What is expected>
Everything in the records below goes into the copy exactly, except the pictures.

------------

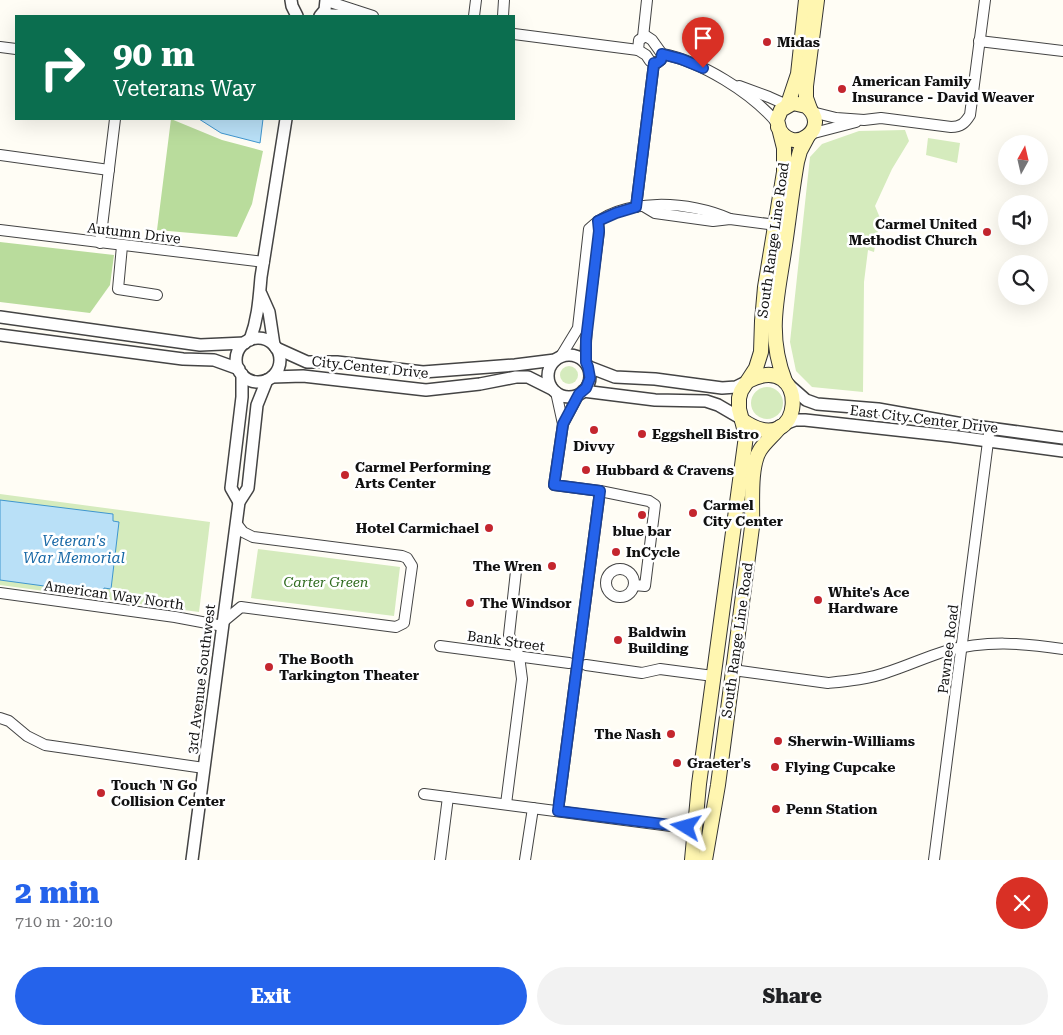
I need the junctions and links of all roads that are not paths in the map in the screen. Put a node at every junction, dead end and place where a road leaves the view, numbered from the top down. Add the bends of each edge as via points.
1 (292, 0) edge
2 (326, 0) edge
3 (476, 0) edge
4 (504, 0) edge
5 (647, 0) edge
6 (806, 0) edge
7 (817, 0) edge
8 (985, 0) edge
9 (297, 15) edge
10 (321, 15) edge
11 (370, 15) edge
12 (474, 15) edge
13 (503, 15) edge
14 (515, 34) edge
15 (643, 37) junction
16 (980, 41) junction
17 (0, 47) edge
18 (15, 49) edge
19 (638, 50) junction
20 (1063, 51) edge
21 (662, 54) junction
22 (654, 63) junction
23 (726, 81) junction
24 (788, 105) junction
25 (811, 110) junction
26 (115, 120) edge
27 (286, 120) edge
28 (864, 120) junction
29 (778, 125) junction
30 (809, 135) junction
31 (0, 156) edge
32 (109, 170) junction
33 (641, 207) junction
34 (598, 221) junction
35 (776, 225) junction
36 (0, 230) edge
37 (100, 243) junction
38 (122, 246) junction
39 (264, 262) junction
40 (157, 294) dead end
41 (261, 294) junction
42 (0, 317) edge
43 (0, 336) edge
44 (248, 341) junction
45 (275, 347) junction
46 (558, 358) junction
47 (587, 365) junction
48 (240, 372) junction
49 (269, 378) junction
50 (748, 381) junction
51 (787, 383) junction
52 (554, 390) junction
53 (581, 393) junction
54 (742, 420) junction
55 (563, 424) junction
56 (781, 426) junction
57 (990, 428) junction
58 (1063, 438) edge
59 (988, 442) junction
60 (1063, 451) edge
61 (600, 491) junction
62 (239, 502) junction
63 (236, 523) junction
64 (516, 570) dead end
65 (589, 580) junction
66 (606, 582) junction
67 (634, 584) junction
68 (0, 594) edge
69 (223, 624) junction
70 (440, 646) dead end
71 (962, 648) junction
72 (1063, 649) edge
73 (519, 656) junction
74 (569, 663) dead end
75 (586, 665) dead end
76 (733, 670) junction
77 (713, 676) junction
78 (0, 718) edge
79 (204, 768) junction
80 (424, 794) dead end
81 (448, 797) junction
82 (506, 804) junction
83 (533, 808) junction
84 (558, 811) junction
85 (694, 829) junction
86 (192, 860) edge
87 (440, 860) edge
88 (525, 860) edge
89 (692, 860) edge
90 (705, 860) edge
91 (934, 860) edge

1 - 9 street
2 - 10 street
2 - 11 street
3 - 12 street
4 - 13 street
5 - 15 street
6 - 24 main road via 798,74
7 - 25 main road via 806,86
8 - 16 street
14 - 19 street
15 - 19 street via 638,43
15 - 21 street via 649,37
16 - 20 street
16 - 28 street via 970,115 965,123 951,127 881,118
17 - 18 street
19 - 22 street
21 - 22 street via 661,60
21 - 23 street via 697,65
22 - 33 street
23 - 24 street
23 - 29 street via 763,108
24 - 25 main road via 802,104
24 - 29 main road via 779,113
25 - 28 street via 836,118
25 - 30 main road via 815,123
26 - 32 street
27 - 39 street
28 - 30 street
29 - 30 main road via 789,139 797,140
29 - 35 main road, South Range Line Road via 785,165
30 - 51 main road, South Range Line Road via 797,162 775,318 775,348 780,371
31 - 32 street
32 - 37 street
33 - 34 street
33 - 35 street via 713,221 730,219
34 - 46 street via 589,229 578,328
34 - 47 street via 587,324
35 - 50 main road, South Range Line Road via 764,294 761,352
36 - 37 street, Autumn Drive
37 - 38 street, Autumn Drive
38 - 39 street, Autumn Drive
38 - 40 street via 118,289
39 - 41 street
41 - 44 street via 257,319
41 - 45 street via 269,312
42 - 44 street via 200,345
43 - 48 street via 219,361
44 - 45 street via 262,339
44 - 48 street via 237,353
45 - 46 street, City Center Drive via 307,362 337,362 423,372 515,365
45 - 49 street via 279,366
46 - 47 street via 575,355
46 - 52 street via 548,371
47 - 50 street via 615,377 722,388
47 - 53 street via 589,383
48 - 49 street via 255,382
48 - 62 street, 3rd Avenue Southwest via 242,397 230,488
49 - 52 street, City Center Drive via 303,376 426,390 528,377
49 - 62 street, 3rd Avenue Southwest via 257,405 248,488
50 - 51 main road via 768,375
50 - 54 main road via 739,398
51 - 56 main road via 793,407 791,415
51 - 57 street, East City Center Drive via 806,400 817,404 878,409
52 - 53 street via 565,396
52 - 55 street
53 - 54 street via 706,401
53 - 55 street
54 - 56 main road via 763,430
54 - 77 main road, South Range Line Road via 744,445
55 - 61 street via 554,485
56 - 59 street, East City Center Drive via 805,420
56 - 76 main road, South Range Line Road via 760,451 755,464 752,527
57 - 58 street, East City Center Drive
57 - 59 street, Pawnee Road
59 - 60 street, East City Center Drive
59 - 71 street, Pawnee Road
61 - 65 street
61 - 67 street via 655,505 645,586
62 - 63 street, 3rd Avenue Southwest
63 - 69 street, 3rd Avenue Southwest
63 - 69 street via 253,537 402,556 412,566 404,624 400,626 241,607
64 - 73 street via 509,635
65 - 66 street
65 - 84 street
66 - 67 street via 611,572 621,569 631,574
66 - 67 street via 609,592 618,597 629,594
68 - 69 street, American Way North
69 - 79 street, 3rd Avenue Southwest
70 - 73 street, Bank Street
71 - 72 street via 1020,643
71 - 76 street via 887,672 839,682
71 - 91 street, Pawnee Road
73 - 74 street, Bank Street
73 - 82 street via 522,679
75 - 77 street via 642,673 660,669
76 - 90 main road, South Range Line Road
77 - 85 main road, South Range Line Road
78 - 79 street via 45,745
79 - 86 street, 3rd Avenue Southwest
80 - 81 street
81 - 82 street
81 - 87 street
82 - 83 street
83 - 84 street
83 - 88 street
84 - 85 street
85 - 89 main road, South Range Line Road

------------

Solution to this exercise>
I need the junctions and links of all roads that are not paths in the map in the screen. Put a node at every junction, dead end and place where a road leaves the view, numbered from the top down. Add the bends of each edge as via points.
1 (292, 0) edge
2 (326, 0) edge
3 (476, 0) edge
4 (504, 0) edge
5 (647, 0) edge
6 (806, 0) edge
7 (817, 0) edge
8 (985, 0) edge
9 (297, 15) edge
10 (321, 15) edge
11 (370, 15) edge
12 (474, 15) edge
13 (503, 15) edge
14 (515, 34) edge
15 (643, 37) junction
16 (980, 41) junction
17 (0, 47) edge
18 (15, 49) edge
19 (638, 50) junction
20 (1063, 51) edge
21 (662, 54) junction
22 (654, 63) junction
23 (726, 81) junction
24 (788, 105) junction
25 (811, 110) junction
26 (115, 120) edge
27 (286, 120) edge
28 (864, 120) junction
29 (778, 125) junction
30 (809, 135) junction
31 (0, 156) edge
32 (109, 170) junction
33 (641, 207) junction
34 (598, 221) junction
35 (776, 225) junction
36 (0, 230) edge
37 (100, 243) junction
38 (122, 246) junction
39 (264, 262) junction
40 (157, 294) dead end
41 (261, 294) junction
42 (0, 317) edge
43 (0, 336) edge
44 (248, 341) junction
45 (275, 347) junction
46 (558, 358) junction
47 (587, 365) junction
48 (240, 372) junction
49 (269, 378) junction
50 (748, 381) junction
51 (787, 383) junction
52 (554, 390) junction
53 (581, 393) junction
54 (742, 420) junction
55 (563, 424) junction
56 (781, 426) junction
57 (990, 428) junction
58 (1063, 438) edge
59 (988, 442) junction
60 (1063, 451) edge
61 (600, 491) junction
62 (239, 502) junction
63 (236, 523) junction
64 (516, 570) dead end
65 (589, 580) junction
66 (606, 582) junction
67 (634, 584) junction
68 (0, 594) edge
69 (223, 624) junction
70 (440, 646) dead end
71 (962, 648) junction
72 (1063, 649) edge
73 (519, 656) junction
74 (569, 663) dead end
75 (586, 665) dead end
76 (733, 670) junction
77 (713, 676) junction
78 (0, 718) edge
79 (204, 768) junction
80 (424, 794) dead end
81 (448, 797) junction
82 (506, 804) junction
83 (533, 808) junction
84 (558, 811) junction
85 (694, 829) junction
86 (192, 860) edge
87 (440, 860) edge
88 (525, 860) edge
89 (692, 860) edge
90 (705, 860) edge
91 (934, 860) edge

1 - 9 street
2 - 10 street
2 - 11 street
3 - 12 street
4 - 13 street
5 - 15 street
6 - 24 main road via 798,74
7 - 25 main road via 806,86
8 - 16 street
14 - 19 street
15 - 19 street via 638,43
15 - 21 street via 649,37
16 - 20 street
16 - 28 street via 970,115 965,123 951,127 881,118
17 - 18 street
19 - 22 street
21 - 22 street via 661,60
21 - 23 street via 697,65
22 - 33 street
23 - 24 street
23 - 29 street via 763,108
24 - 25 main road via 802,104
24 - 29 main road via 779,113
25 - 28 street via 836,118
25 - 30 main road via 815,123
26 - 32 street
27 - 39 street
28 - 30 street
29 - 30 main road via 789,139 797,140
29 - 35 main road, South Range Line Road via 785,165
30 - 51 main road, South Range Line Road via 797,162 775,318 775,348 780,371
31 - 32 street
32 - 37 street
33 - 34 street
33 - 35 street via 713,221 730,219
34 - 46 street via 589,229 578,328
34 - 47 street via 587,324
35 - 50 main road, South Range Line Road via 764,294 761,352
36 - 37 street, Autumn Drive
37 - 38 street, Autumn Drive
38 - 39 street, Autumn Drive
38 - 40 street via 118,289
39 - 41 street
41 - 44 street via 257,319
41 - 45 street via 269,312
42 - 44 street via 200,345
43 - 48 street via 219,361
44 - 45 street via 262,339
44 - 48 street via 237,353
45 - 46 street, City Center Drive via 307,362 337,362 423,372 515,365
45 - 49 street via 279,366
46 - 47 street via 575,355
46 - 52 street via 548,371
47 - 50 street via 615,377 722,388
47 - 53 street via 589,383
48 - 49 street via 255,382
48 - 62 street, 3rd Avenue Southwest via 242,397 230,488
49 - 52 street, City Center Drive via 303,376 426,390 528,377
49 - 62 street, 3rd Avenue Southwest via 257,405 248,488
50 - 51 main road via 768,375
50 - 54 main road via 739,398
51 - 56 main road via 793,407 791,415
51 - 57 street, East City Center Drive via 806,400 817,404 878,409
52 - 53 street via 565,396
52 - 55 street
53 - 54 street via 706,401
53 - 55 street
54 - 56 main road via 763,430
54 - 77 main road, South Range Line Road via 744,445
55 - 61 street via 554,485
56 - 59 street, East City Center Drive via 805,420
56 - 76 main road, South Range Line Road via 760,451 755,464 752,527
57 - 58 street, East City Center Drive
57 - 59 street, Pawnee Road
59 - 60 street, East City Center Drive
59 - 71 street, Pawnee Road
61 - 65 street
61 - 67 street via 655,505 645,586
62 - 63 street, 3rd Avenue Southwest
63 - 69 street, 3rd Avenue Southwest
63 - 69 street via 253,537 402,556 412,566 404,624 400,626 241,607
64 - 73 street via 509,635
65 - 66 street
65 - 84 street
66 - 67 street via 611,572 621,569 631,574
66 - 67 street via 609,592 618,597 629,594
68 - 69 street, American Way North
69 - 79 street, 3rd Avenue Southwest
70 - 73 street, Bank Street
71 - 72 street via 1020,643
71 - 76 street via 887,672 839,682
71 - 91 street, Pawnee Road
73 - 74 street, Bank Street
73 - 82 street via 522,679
75 - 77 street via 642,673 660,669
76 - 90 main road, South Range Line Road
77 - 85 main road, South Range Line Road
78 - 79 street via 45,745
79 - 86 street, 3rd Avenue Southwest
80 - 81 street
81 - 82 street
81 - 87 street
82 - 83 street
83 - 84 street
83 - 88 street
84 - 85 street
85 - 89 main road, South Range Line Road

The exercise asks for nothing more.